- Items from a dataset:
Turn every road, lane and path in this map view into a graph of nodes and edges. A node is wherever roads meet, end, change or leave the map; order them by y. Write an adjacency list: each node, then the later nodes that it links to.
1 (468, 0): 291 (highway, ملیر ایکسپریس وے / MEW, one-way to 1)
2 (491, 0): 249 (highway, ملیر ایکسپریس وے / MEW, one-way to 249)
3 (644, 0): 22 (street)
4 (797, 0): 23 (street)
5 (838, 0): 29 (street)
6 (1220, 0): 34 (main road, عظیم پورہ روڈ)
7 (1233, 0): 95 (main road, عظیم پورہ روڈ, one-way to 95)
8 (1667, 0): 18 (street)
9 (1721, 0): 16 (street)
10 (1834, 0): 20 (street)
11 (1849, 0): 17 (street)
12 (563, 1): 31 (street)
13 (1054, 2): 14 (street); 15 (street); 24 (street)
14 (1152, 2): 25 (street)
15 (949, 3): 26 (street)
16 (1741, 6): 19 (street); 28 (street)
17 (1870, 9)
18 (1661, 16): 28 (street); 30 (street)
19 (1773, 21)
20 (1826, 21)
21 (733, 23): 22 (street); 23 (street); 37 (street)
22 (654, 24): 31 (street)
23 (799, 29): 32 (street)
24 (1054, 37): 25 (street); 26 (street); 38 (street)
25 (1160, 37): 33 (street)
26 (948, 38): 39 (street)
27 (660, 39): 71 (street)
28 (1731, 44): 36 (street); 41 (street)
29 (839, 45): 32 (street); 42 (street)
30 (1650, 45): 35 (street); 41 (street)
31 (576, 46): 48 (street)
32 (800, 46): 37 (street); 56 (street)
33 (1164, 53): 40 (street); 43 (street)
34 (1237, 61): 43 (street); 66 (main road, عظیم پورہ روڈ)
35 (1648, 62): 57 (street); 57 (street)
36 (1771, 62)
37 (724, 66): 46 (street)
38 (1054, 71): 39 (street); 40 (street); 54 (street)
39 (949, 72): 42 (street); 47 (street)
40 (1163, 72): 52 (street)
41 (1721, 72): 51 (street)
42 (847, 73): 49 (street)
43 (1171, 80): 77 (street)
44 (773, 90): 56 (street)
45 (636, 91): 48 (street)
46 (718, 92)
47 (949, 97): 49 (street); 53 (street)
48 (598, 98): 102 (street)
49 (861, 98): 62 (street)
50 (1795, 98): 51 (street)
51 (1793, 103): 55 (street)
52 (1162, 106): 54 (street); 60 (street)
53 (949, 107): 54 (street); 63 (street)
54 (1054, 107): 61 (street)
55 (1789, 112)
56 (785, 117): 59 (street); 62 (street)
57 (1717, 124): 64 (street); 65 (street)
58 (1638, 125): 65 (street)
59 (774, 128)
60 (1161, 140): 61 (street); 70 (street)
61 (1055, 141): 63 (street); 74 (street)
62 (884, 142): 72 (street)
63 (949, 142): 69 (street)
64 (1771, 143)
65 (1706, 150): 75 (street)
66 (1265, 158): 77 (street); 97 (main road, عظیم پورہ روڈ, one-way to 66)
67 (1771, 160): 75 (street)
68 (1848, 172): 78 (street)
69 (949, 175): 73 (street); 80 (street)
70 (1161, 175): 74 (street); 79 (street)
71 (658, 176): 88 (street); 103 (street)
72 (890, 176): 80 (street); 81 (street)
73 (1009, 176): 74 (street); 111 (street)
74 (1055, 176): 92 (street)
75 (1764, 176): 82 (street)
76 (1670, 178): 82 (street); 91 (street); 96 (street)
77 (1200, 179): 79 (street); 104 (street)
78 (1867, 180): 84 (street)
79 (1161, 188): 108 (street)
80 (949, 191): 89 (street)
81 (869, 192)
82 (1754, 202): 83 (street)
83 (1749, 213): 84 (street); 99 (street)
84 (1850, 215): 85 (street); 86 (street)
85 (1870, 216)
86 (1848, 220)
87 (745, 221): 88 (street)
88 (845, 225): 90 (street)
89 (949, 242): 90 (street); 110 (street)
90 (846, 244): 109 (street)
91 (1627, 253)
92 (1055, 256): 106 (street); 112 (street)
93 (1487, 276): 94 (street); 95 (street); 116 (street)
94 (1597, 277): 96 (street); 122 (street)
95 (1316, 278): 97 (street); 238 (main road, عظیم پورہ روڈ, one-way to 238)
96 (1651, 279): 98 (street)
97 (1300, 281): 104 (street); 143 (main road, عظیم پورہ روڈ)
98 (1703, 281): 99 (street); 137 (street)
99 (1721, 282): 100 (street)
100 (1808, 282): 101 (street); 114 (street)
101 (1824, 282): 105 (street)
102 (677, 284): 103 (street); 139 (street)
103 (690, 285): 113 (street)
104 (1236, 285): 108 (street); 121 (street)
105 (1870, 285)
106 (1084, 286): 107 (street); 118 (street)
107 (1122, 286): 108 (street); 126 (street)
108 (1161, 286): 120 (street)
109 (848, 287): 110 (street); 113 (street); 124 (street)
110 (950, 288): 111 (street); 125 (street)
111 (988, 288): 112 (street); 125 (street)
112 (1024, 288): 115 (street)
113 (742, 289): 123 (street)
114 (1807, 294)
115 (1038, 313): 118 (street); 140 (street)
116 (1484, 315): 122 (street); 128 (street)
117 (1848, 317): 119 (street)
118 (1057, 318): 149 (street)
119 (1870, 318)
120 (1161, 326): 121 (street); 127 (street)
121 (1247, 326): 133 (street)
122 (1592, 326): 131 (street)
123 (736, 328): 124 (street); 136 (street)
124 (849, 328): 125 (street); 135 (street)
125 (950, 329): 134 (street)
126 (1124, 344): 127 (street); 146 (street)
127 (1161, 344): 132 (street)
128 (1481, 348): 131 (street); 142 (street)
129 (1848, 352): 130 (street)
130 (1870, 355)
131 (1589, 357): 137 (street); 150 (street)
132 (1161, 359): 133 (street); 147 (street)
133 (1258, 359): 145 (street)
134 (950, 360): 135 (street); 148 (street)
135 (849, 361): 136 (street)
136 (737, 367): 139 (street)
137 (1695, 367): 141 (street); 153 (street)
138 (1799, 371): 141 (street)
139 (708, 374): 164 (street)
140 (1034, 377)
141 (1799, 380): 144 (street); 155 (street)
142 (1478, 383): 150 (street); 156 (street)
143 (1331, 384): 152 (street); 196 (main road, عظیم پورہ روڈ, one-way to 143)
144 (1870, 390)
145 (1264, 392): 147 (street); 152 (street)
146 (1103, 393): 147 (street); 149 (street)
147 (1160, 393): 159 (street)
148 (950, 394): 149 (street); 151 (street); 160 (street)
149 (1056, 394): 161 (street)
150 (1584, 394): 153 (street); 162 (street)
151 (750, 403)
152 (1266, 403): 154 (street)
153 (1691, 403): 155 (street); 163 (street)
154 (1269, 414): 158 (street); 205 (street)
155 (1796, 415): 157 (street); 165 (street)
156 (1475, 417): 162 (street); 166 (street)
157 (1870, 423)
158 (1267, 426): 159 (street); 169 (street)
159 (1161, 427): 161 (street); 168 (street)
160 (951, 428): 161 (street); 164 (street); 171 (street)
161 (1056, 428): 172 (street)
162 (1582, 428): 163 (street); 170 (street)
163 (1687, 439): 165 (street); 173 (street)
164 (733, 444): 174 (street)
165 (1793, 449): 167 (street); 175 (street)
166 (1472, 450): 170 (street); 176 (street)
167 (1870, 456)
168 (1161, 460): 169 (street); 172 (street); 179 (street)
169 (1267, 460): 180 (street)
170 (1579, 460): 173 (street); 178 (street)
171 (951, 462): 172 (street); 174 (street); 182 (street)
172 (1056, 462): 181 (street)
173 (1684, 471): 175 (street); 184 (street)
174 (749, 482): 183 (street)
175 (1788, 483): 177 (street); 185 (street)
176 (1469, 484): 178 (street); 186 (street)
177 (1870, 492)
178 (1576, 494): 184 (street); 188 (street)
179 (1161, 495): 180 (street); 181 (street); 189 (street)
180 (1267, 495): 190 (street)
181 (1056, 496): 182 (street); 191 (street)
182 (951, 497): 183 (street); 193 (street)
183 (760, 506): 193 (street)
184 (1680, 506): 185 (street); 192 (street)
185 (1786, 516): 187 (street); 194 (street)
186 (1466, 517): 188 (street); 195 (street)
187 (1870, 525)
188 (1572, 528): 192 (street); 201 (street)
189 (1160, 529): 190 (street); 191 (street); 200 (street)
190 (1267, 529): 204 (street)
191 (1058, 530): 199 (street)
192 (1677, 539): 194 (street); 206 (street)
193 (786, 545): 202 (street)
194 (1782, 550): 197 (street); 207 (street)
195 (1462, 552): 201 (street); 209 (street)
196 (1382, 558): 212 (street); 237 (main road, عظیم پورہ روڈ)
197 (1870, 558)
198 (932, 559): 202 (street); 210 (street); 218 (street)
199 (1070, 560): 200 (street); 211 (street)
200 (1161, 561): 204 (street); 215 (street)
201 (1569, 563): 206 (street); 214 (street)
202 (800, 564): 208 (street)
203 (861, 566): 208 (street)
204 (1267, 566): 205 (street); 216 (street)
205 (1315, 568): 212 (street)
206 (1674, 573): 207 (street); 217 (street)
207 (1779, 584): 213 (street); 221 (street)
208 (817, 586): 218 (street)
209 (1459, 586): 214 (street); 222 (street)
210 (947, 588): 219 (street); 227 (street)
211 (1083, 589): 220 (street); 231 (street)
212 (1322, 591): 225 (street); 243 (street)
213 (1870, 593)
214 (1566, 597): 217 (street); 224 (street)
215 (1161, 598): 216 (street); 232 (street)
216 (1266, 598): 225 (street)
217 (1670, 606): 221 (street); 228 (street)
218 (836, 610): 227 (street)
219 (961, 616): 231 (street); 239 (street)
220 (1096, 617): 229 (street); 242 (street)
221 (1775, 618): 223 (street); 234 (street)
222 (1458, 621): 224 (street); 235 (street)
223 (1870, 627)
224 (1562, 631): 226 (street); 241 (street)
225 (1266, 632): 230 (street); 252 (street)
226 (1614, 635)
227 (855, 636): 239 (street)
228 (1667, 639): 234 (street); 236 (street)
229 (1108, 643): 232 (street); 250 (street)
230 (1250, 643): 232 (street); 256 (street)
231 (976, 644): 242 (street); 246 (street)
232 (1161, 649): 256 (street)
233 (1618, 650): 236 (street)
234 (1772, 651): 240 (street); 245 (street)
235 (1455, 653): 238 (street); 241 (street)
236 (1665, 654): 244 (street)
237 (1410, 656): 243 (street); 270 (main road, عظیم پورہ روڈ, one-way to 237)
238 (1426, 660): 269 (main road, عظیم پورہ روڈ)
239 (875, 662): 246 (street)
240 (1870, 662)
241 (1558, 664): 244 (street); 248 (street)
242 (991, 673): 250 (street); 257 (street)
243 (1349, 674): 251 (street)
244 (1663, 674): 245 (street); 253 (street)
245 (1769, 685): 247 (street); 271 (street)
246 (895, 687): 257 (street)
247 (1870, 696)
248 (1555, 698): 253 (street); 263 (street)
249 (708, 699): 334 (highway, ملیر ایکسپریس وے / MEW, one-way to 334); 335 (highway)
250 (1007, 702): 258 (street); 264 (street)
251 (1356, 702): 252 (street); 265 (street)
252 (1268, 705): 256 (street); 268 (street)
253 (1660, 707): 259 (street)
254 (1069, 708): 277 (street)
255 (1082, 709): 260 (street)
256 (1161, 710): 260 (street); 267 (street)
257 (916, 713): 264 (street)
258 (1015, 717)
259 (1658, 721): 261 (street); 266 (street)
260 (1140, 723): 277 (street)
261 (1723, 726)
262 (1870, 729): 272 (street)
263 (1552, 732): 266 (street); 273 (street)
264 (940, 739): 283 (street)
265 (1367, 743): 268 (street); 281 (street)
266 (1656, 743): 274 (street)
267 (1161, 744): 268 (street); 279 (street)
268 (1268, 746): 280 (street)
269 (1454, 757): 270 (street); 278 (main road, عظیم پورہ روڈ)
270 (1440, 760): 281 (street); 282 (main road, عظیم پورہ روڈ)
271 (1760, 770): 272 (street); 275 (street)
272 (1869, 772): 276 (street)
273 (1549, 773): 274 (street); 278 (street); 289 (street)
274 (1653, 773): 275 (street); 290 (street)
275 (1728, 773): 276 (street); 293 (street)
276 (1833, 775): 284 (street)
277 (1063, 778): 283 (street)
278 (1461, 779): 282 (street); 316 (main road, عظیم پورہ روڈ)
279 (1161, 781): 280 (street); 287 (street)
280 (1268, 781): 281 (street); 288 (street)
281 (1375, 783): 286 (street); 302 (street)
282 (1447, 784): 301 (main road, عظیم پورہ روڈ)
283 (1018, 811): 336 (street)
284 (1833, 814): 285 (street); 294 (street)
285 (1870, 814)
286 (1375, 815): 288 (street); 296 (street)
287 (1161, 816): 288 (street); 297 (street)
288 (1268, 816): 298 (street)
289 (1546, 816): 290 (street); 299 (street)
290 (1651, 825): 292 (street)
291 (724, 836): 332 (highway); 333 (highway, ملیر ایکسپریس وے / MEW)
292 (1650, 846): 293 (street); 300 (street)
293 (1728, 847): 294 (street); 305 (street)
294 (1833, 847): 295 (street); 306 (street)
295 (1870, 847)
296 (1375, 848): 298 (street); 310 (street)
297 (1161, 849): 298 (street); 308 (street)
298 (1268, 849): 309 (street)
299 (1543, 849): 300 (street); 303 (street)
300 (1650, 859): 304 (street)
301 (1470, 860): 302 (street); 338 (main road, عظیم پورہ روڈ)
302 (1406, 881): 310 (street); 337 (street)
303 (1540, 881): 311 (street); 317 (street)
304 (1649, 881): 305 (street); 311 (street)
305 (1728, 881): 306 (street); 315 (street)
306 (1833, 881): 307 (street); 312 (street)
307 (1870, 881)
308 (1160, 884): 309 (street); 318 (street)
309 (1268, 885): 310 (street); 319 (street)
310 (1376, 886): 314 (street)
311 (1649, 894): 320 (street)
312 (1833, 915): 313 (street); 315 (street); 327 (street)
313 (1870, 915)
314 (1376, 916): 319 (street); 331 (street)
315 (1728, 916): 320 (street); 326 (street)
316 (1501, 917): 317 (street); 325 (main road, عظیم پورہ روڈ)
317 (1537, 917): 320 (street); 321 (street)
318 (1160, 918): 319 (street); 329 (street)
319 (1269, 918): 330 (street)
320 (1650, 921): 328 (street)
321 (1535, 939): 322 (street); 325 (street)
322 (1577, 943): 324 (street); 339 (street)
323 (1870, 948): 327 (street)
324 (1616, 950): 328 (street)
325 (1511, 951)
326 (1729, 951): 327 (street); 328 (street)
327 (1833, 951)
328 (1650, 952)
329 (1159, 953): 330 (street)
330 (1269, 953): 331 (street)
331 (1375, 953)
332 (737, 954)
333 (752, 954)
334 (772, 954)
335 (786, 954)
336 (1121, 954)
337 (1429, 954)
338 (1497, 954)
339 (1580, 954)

- Task to complete: Write down every line of the data above that includes the string "ملیر".

- Response to this task:
1 (468, 0): 291 (highway, ملیر ایکسپریس وے / MEW, one-way to 1)
2 (491, 0): 249 (highway, ملیر ایکسپریس وے / MEW, one-way to 249)
249 (708, 699): 334 (highway, ملیر ایکسپریس وے / MEW, one-way to 334); 335 (highway)
291 (724, 836): 332 (highway); 333 (highway, ملیر ایکسپریس وے / MEW)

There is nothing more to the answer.